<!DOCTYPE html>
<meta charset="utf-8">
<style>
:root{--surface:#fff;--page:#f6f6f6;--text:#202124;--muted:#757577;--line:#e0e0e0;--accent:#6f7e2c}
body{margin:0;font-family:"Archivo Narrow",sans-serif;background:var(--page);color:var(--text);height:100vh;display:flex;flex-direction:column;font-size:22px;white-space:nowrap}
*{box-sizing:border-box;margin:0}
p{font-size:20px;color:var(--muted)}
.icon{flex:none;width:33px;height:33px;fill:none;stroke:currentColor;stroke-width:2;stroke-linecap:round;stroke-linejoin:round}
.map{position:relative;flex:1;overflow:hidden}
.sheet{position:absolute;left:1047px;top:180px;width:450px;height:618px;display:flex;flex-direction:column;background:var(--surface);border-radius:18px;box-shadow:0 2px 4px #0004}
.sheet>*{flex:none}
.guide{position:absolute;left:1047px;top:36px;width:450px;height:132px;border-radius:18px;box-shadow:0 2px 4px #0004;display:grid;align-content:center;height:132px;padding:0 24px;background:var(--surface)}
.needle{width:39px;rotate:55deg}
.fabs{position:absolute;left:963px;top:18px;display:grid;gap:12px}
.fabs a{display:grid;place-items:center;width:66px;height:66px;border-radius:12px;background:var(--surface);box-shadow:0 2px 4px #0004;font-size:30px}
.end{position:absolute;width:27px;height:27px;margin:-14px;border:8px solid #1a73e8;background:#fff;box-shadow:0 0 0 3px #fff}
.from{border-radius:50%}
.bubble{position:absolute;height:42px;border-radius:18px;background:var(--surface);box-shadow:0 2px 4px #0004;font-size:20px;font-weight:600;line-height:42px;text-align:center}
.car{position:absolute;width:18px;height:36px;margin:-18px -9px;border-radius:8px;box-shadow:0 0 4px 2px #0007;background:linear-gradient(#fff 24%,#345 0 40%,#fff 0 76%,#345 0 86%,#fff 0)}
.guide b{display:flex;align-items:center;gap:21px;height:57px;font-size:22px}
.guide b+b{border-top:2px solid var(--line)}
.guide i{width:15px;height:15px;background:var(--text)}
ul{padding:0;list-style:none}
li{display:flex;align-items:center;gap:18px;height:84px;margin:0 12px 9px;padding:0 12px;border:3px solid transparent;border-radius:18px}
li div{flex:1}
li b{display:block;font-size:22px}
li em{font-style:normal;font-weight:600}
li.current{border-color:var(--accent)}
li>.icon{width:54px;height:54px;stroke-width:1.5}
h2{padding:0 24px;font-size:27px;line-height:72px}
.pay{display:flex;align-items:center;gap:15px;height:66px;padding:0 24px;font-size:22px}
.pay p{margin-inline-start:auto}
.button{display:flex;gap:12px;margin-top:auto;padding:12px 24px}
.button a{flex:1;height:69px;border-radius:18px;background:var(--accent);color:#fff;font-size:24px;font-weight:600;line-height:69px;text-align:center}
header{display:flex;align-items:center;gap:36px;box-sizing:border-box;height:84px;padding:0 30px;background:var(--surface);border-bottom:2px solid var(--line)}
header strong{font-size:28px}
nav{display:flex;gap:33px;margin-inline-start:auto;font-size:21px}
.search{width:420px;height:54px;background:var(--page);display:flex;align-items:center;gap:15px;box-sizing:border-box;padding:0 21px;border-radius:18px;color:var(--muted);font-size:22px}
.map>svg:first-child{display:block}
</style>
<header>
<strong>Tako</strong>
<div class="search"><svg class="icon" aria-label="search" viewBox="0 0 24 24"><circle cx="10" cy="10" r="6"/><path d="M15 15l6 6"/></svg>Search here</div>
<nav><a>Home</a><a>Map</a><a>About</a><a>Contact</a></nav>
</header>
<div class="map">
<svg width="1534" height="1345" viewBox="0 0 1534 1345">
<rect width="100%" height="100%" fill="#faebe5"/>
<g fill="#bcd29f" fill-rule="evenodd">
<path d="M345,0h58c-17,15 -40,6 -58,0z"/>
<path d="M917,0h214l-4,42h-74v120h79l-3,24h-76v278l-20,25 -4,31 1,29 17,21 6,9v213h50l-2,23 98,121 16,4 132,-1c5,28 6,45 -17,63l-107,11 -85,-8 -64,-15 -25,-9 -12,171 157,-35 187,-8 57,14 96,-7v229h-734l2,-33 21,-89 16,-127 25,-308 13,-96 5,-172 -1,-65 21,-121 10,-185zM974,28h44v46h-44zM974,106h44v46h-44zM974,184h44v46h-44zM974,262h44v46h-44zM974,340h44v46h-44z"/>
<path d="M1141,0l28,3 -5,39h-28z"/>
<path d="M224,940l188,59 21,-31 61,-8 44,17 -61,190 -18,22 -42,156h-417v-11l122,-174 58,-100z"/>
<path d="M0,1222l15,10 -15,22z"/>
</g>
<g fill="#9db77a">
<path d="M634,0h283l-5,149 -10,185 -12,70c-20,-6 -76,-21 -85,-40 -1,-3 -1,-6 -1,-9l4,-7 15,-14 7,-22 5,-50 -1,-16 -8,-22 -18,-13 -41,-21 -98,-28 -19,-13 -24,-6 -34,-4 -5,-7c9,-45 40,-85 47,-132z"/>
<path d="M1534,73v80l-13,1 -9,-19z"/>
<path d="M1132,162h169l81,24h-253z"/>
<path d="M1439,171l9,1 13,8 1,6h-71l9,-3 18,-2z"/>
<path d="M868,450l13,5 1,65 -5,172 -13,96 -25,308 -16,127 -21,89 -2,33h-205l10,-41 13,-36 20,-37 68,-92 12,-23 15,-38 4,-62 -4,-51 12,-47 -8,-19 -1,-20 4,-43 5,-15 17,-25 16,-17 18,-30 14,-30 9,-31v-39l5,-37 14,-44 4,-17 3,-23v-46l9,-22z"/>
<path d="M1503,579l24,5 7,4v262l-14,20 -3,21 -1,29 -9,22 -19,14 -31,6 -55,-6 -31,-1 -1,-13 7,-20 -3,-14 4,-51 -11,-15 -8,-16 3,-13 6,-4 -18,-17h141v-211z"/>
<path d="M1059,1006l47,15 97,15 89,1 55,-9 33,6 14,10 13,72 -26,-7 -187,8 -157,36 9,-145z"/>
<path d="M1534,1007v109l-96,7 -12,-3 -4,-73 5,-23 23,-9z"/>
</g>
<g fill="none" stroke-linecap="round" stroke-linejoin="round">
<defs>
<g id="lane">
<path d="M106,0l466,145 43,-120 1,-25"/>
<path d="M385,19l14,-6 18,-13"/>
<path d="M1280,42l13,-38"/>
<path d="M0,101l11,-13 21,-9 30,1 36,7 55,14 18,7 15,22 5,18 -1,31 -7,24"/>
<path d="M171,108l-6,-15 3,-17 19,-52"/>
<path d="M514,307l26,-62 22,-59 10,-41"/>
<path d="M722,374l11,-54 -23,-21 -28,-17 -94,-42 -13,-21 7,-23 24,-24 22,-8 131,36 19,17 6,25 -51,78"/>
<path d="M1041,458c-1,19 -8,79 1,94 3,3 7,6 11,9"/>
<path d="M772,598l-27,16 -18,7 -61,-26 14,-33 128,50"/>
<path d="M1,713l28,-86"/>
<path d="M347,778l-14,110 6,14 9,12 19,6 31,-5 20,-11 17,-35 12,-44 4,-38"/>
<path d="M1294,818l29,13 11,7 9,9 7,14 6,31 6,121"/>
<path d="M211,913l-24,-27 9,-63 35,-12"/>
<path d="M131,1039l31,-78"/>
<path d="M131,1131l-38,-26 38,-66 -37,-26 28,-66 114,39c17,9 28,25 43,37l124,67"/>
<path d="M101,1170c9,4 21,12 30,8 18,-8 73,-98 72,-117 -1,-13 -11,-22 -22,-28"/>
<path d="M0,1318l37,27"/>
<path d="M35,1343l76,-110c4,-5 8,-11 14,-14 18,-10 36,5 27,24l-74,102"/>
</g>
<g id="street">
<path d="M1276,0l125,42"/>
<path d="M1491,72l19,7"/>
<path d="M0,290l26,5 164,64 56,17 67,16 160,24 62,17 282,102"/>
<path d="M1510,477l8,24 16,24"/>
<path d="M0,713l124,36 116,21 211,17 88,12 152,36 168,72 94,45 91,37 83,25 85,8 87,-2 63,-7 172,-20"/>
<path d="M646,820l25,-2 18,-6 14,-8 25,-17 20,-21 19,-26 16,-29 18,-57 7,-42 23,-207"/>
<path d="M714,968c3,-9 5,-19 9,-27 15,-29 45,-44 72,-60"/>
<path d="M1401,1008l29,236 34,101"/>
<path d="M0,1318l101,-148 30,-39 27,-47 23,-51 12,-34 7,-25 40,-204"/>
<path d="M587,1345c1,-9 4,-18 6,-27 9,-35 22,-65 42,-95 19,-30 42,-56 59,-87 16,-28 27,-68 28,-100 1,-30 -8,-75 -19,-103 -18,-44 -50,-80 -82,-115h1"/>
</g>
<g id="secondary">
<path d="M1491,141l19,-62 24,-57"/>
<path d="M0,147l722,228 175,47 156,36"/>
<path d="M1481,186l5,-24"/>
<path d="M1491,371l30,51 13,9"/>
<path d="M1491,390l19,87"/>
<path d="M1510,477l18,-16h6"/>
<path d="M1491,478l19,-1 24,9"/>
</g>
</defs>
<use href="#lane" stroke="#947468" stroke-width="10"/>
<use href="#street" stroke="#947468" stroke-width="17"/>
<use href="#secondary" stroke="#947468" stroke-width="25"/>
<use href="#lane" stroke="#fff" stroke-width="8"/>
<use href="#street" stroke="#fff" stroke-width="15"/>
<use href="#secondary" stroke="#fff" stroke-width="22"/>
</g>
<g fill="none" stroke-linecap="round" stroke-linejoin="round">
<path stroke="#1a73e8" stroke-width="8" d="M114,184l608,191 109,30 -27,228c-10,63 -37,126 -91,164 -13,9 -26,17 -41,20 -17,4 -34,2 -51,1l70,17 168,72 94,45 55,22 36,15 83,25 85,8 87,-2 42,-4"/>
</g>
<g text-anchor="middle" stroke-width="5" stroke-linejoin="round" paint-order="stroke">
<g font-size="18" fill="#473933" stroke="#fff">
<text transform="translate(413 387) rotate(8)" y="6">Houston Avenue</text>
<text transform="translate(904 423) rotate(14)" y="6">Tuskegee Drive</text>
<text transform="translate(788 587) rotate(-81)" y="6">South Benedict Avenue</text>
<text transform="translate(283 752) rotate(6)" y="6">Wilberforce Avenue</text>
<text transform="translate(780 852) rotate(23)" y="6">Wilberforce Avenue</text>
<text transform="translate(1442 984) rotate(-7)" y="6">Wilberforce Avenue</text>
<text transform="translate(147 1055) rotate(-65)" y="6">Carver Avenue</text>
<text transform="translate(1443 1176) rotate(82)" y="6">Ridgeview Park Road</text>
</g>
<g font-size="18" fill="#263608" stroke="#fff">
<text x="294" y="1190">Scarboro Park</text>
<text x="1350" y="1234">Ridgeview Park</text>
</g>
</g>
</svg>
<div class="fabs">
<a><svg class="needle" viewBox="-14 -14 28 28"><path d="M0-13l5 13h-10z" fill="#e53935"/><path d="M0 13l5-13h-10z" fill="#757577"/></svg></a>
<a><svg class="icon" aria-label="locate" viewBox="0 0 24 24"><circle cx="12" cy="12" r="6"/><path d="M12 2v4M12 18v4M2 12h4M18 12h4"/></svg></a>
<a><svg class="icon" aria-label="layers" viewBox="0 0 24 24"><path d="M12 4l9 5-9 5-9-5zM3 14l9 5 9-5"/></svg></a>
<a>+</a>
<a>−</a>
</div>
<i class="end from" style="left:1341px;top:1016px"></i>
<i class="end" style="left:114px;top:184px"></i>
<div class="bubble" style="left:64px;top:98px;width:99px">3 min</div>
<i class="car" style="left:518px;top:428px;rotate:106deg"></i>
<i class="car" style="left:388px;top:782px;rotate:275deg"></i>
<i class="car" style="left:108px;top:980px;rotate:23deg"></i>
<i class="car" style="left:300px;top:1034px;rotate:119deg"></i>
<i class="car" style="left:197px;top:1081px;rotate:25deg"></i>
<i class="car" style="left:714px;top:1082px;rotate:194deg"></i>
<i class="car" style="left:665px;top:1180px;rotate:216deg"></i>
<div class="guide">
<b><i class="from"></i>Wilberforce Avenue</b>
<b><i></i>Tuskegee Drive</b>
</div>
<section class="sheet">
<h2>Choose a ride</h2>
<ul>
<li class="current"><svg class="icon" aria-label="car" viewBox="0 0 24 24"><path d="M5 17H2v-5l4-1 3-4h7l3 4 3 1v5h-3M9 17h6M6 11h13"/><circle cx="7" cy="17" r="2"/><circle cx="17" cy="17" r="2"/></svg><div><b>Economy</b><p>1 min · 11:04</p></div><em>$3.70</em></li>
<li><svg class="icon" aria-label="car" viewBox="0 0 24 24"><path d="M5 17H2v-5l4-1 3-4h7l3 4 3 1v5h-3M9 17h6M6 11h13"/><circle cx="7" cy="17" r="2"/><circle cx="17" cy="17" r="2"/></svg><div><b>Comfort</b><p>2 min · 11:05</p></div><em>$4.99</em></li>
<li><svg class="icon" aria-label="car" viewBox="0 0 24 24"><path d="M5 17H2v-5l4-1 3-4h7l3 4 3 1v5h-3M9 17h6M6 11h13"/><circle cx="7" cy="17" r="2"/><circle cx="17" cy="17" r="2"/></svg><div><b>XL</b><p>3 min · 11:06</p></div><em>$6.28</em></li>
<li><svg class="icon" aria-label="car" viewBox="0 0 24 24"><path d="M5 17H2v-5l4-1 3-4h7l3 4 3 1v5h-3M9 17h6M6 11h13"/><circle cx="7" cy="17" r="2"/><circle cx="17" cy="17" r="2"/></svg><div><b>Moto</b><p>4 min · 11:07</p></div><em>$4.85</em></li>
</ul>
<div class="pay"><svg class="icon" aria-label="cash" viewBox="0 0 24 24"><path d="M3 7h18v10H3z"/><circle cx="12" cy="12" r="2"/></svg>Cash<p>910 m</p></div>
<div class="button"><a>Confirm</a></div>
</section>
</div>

### Description of the task
In the records above, some lines hold the word "shadow"; copy each such line.

### The answer
.sheet{position:absolute;left:1047px;top:180px;width:450px;height:618px;display:flex;flex-direction:column;background:var(--surface);border-radius:18px;box-shadow:0 2px 4px #0004}
.guide{position:absolute;left:1047px;top:36px;width:450px;height:132px;border-radius:18px;box-shadow:0 2px 4px #0004;display:grid;align-content:center;height:132px;padding:0 24px;background:var(--surface)}
.fabs a{display:grid;place-items:center;width:66px;height:66px;border-radius:12px;background:var(--surface);box-shadow:0 2px 4px #0004;font-size:30px}
.end{position:absolute;width:27px;height:27px;margin:-14px;border:8px solid #1a73e8;background:#fff;box-shadow:0 0 0 3px #fff}
.bubble{position:absolute;height:42px;border-radius:18px;background:var(--surface);box-shadow:0 2px 4px #0004;font-size:20px;font-weight:600;line-height:42px;text-align:center}
.car{position:absolute;width:18px;height:36px;margin:-18px -9px;border-radius:8px;box-shadow:0 0 4px 2px #0007;background:linear-gradient(#fff 24%,#345 0 40%,#fff 0 76%,#345 0 86%,#fff 0)}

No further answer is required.